Brief
Copy out every line holding the string "Write" from the records below.
Data supplied Block Start
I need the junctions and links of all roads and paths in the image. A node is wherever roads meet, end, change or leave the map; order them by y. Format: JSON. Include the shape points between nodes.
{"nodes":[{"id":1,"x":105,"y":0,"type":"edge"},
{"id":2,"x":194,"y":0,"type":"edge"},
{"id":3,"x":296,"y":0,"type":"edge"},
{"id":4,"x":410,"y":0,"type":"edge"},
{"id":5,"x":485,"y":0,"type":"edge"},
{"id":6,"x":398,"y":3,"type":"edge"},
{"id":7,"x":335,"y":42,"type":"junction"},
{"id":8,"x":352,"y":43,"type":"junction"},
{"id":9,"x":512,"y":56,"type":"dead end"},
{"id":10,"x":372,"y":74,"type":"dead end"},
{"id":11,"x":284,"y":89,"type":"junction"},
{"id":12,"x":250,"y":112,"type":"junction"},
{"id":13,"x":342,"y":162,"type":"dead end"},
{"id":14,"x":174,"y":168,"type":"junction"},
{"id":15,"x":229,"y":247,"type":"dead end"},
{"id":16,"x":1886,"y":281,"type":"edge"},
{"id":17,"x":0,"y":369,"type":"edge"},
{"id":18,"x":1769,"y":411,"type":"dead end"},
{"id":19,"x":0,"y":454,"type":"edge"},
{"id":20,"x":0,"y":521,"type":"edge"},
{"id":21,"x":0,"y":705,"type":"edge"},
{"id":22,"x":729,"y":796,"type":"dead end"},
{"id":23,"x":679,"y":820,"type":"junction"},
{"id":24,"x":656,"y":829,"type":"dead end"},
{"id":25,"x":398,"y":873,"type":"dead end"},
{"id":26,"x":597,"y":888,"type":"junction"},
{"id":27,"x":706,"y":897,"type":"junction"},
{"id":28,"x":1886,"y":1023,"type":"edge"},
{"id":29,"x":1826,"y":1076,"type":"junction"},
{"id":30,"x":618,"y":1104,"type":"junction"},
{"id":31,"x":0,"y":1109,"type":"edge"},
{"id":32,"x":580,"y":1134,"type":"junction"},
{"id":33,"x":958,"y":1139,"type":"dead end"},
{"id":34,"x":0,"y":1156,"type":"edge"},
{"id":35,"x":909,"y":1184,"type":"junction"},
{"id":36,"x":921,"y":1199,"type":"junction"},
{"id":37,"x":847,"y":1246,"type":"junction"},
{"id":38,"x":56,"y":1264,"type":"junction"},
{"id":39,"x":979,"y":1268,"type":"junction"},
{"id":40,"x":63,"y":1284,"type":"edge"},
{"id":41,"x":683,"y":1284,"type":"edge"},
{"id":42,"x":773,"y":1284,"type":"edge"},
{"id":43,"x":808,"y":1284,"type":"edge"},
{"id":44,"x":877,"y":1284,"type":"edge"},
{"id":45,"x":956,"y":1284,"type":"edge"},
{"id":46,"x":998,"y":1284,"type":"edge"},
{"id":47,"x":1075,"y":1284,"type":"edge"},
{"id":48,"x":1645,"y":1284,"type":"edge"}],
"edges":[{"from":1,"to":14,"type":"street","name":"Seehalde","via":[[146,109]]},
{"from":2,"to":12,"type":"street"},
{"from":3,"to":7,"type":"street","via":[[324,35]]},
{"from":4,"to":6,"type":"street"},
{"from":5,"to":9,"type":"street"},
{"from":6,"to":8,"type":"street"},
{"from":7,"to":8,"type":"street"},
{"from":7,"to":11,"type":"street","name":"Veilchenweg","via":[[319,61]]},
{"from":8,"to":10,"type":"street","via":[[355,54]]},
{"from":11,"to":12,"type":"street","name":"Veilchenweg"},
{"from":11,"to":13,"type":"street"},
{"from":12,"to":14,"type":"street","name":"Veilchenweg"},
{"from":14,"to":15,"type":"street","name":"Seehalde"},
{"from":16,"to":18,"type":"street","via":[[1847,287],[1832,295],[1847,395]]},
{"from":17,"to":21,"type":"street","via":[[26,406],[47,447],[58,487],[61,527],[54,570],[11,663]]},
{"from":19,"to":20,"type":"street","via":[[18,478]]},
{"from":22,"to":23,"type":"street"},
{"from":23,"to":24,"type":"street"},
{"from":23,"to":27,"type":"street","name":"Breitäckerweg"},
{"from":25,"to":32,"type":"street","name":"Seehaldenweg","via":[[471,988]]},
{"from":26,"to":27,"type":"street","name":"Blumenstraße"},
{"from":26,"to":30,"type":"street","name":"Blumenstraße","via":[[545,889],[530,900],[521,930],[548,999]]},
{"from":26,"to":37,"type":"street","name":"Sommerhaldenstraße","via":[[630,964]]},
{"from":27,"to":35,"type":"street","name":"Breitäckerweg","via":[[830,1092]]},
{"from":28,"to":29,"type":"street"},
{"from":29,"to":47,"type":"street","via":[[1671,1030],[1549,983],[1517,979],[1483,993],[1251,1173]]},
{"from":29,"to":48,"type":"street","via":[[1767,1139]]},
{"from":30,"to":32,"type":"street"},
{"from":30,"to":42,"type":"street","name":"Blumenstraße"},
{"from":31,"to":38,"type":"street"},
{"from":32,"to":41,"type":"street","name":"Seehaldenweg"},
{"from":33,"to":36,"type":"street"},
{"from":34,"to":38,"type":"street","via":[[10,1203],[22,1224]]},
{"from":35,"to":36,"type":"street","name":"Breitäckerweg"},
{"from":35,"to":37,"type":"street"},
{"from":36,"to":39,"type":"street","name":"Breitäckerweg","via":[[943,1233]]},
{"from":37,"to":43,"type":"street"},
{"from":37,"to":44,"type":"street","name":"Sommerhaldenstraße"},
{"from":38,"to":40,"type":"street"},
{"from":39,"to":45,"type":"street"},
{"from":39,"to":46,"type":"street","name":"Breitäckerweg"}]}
Data supplied Block End
Data supplied Block Start
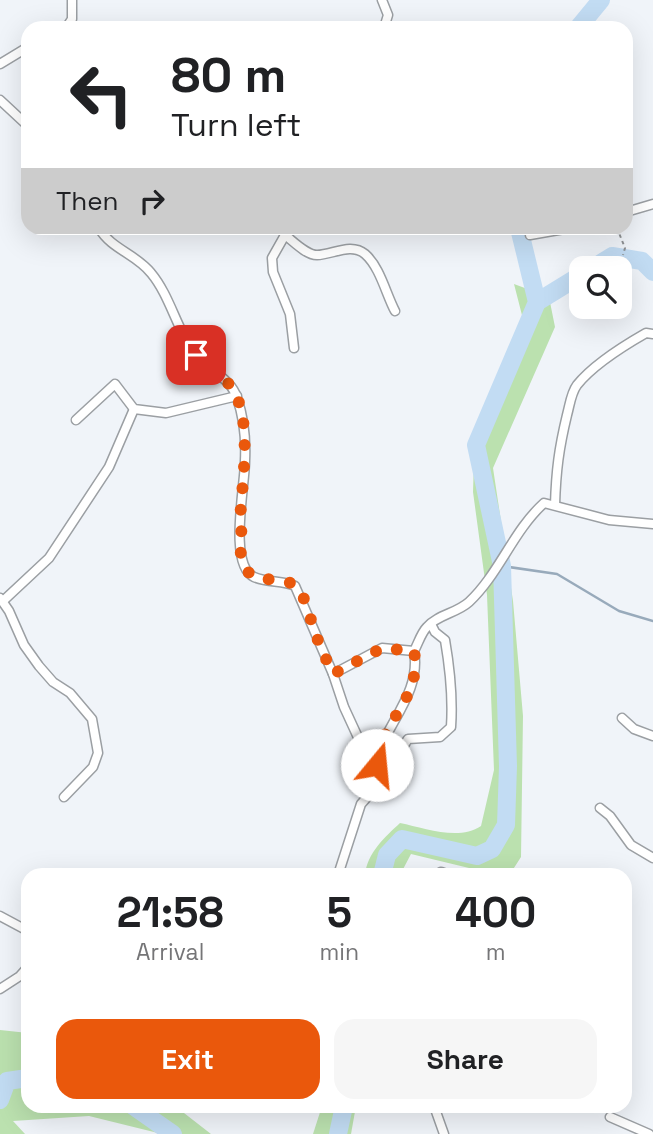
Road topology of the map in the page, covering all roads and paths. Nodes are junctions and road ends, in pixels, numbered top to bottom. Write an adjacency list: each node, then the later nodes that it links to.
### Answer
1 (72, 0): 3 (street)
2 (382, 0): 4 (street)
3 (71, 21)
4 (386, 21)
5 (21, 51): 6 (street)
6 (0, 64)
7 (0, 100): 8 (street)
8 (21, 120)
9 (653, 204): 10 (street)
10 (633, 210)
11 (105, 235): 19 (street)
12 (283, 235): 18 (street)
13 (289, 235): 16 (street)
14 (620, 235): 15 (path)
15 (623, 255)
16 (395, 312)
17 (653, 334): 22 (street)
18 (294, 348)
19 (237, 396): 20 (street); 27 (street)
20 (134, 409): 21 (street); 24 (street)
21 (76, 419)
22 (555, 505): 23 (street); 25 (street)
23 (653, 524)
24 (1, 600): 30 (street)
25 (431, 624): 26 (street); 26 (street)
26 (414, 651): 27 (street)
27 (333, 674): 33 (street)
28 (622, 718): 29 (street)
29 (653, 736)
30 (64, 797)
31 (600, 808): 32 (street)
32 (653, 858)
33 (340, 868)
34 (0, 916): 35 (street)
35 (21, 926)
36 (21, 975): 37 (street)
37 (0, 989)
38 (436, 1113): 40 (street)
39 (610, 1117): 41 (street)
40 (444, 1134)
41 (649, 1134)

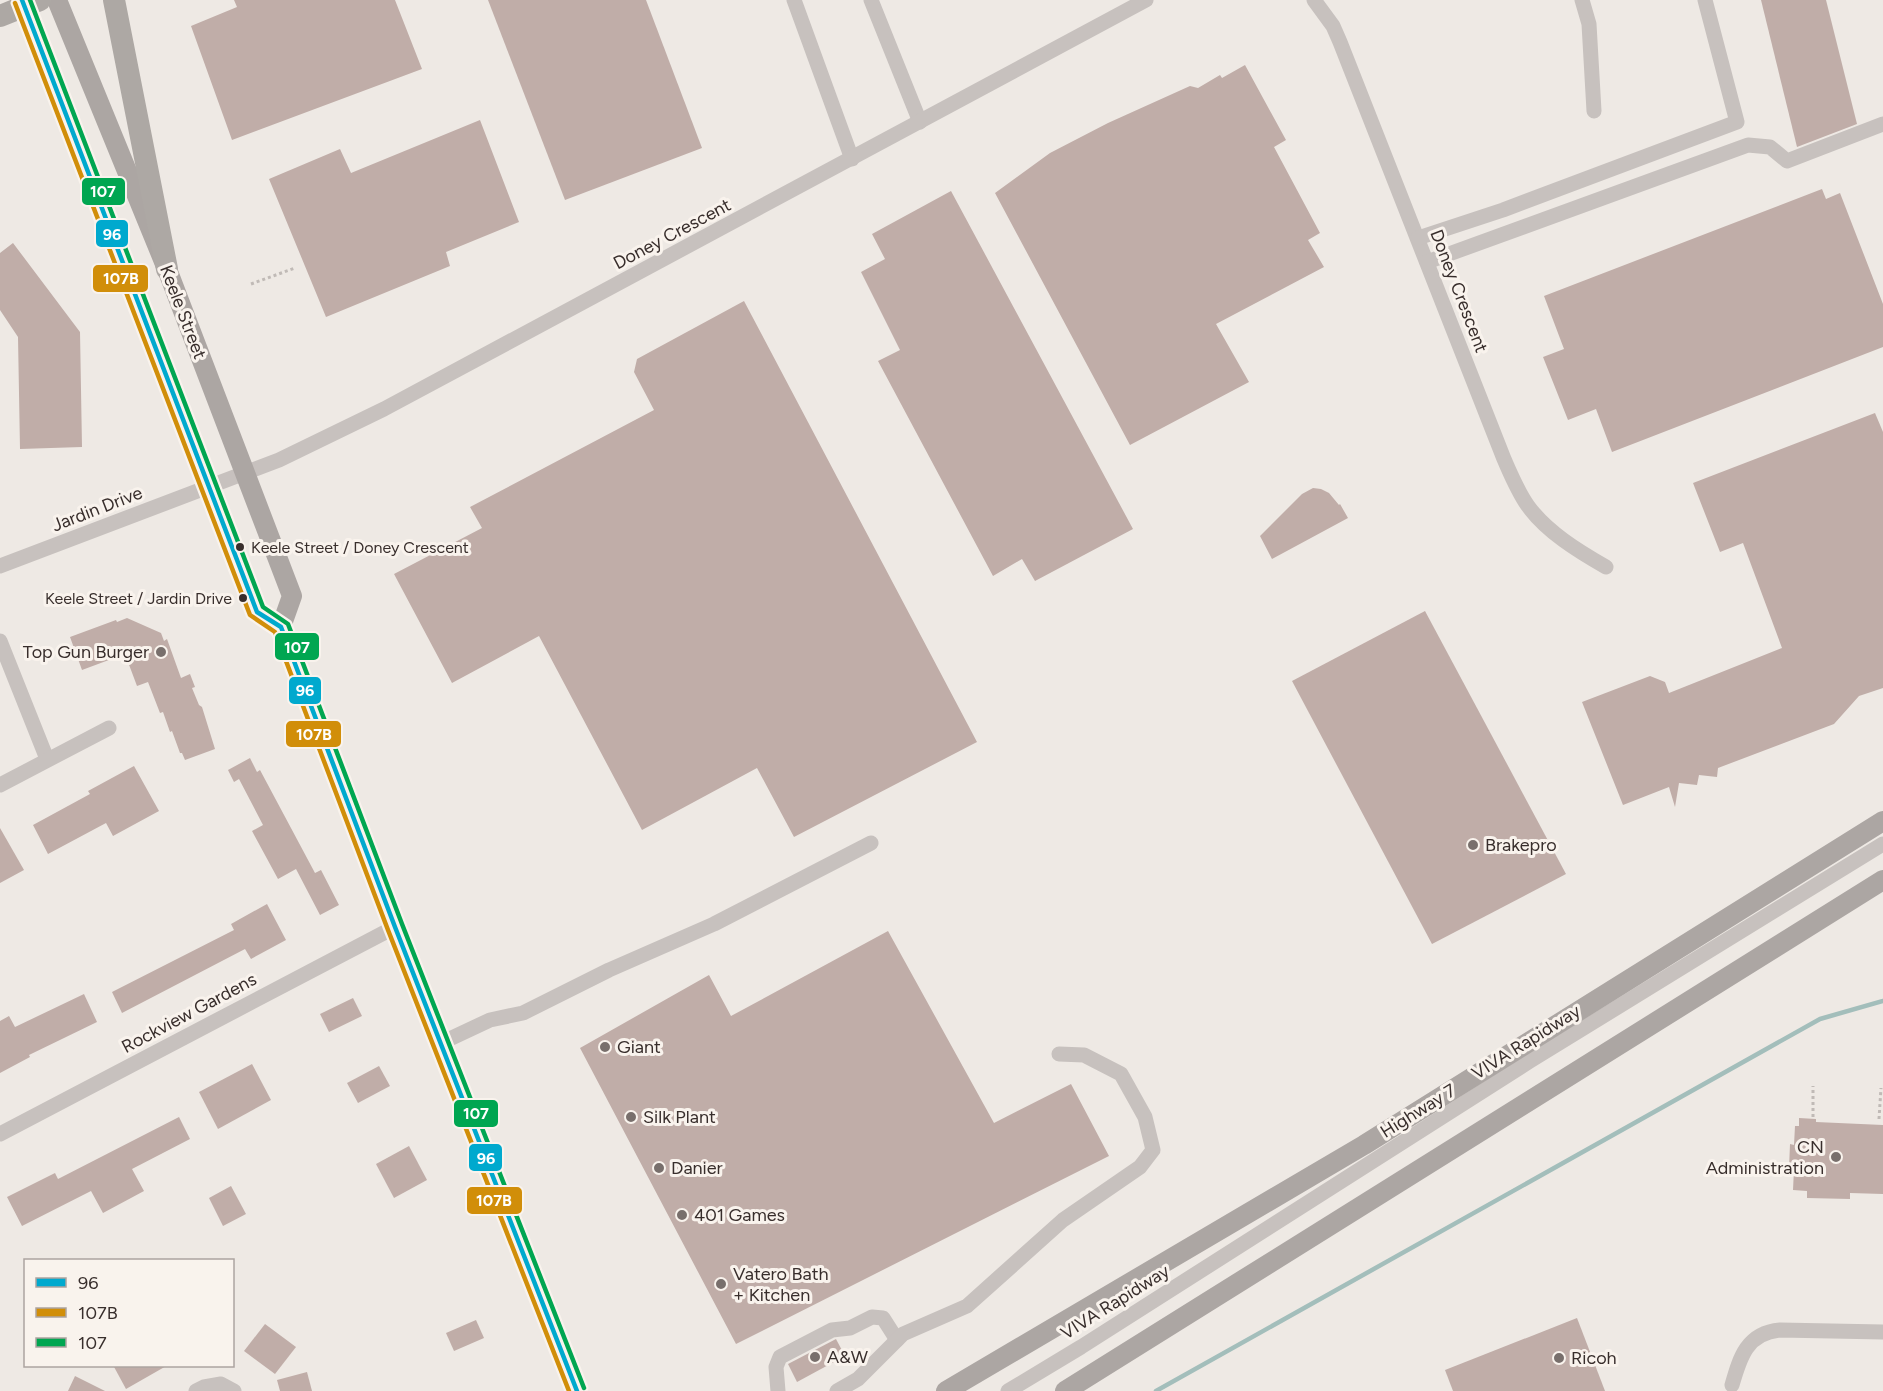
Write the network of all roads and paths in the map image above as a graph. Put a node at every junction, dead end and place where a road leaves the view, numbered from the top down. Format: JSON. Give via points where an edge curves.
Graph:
Data supplied Block End
Data supplied Block Start
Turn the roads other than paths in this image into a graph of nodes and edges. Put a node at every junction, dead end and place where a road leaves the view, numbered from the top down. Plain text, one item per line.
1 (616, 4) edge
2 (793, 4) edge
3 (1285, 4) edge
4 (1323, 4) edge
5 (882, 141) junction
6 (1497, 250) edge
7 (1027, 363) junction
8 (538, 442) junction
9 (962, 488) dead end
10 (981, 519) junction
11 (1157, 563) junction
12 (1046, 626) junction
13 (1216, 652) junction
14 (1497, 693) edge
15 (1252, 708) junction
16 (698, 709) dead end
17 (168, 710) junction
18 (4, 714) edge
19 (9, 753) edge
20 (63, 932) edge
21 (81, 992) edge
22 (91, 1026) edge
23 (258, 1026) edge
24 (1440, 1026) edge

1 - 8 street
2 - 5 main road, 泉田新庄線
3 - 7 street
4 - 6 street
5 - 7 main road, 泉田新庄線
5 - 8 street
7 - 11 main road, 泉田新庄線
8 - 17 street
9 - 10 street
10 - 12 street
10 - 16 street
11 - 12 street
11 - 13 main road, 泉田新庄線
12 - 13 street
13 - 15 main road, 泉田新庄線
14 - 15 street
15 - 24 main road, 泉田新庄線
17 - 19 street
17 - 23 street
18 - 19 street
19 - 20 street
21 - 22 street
Data supplied Block End
Answer area
Road topology of the map in the page, covering all roads and paths. Nodes are junctions and road ends, in pixels, numbered top to bottom. Write an adjacency list: each node, then the later nodes that it links to.
Write the network of all roads and paths in the map image above as a graph. Put a node at every junction, dead end and place where a road leaves the view, numbered from the top down. Format: JSON. Give via points where an edge curves.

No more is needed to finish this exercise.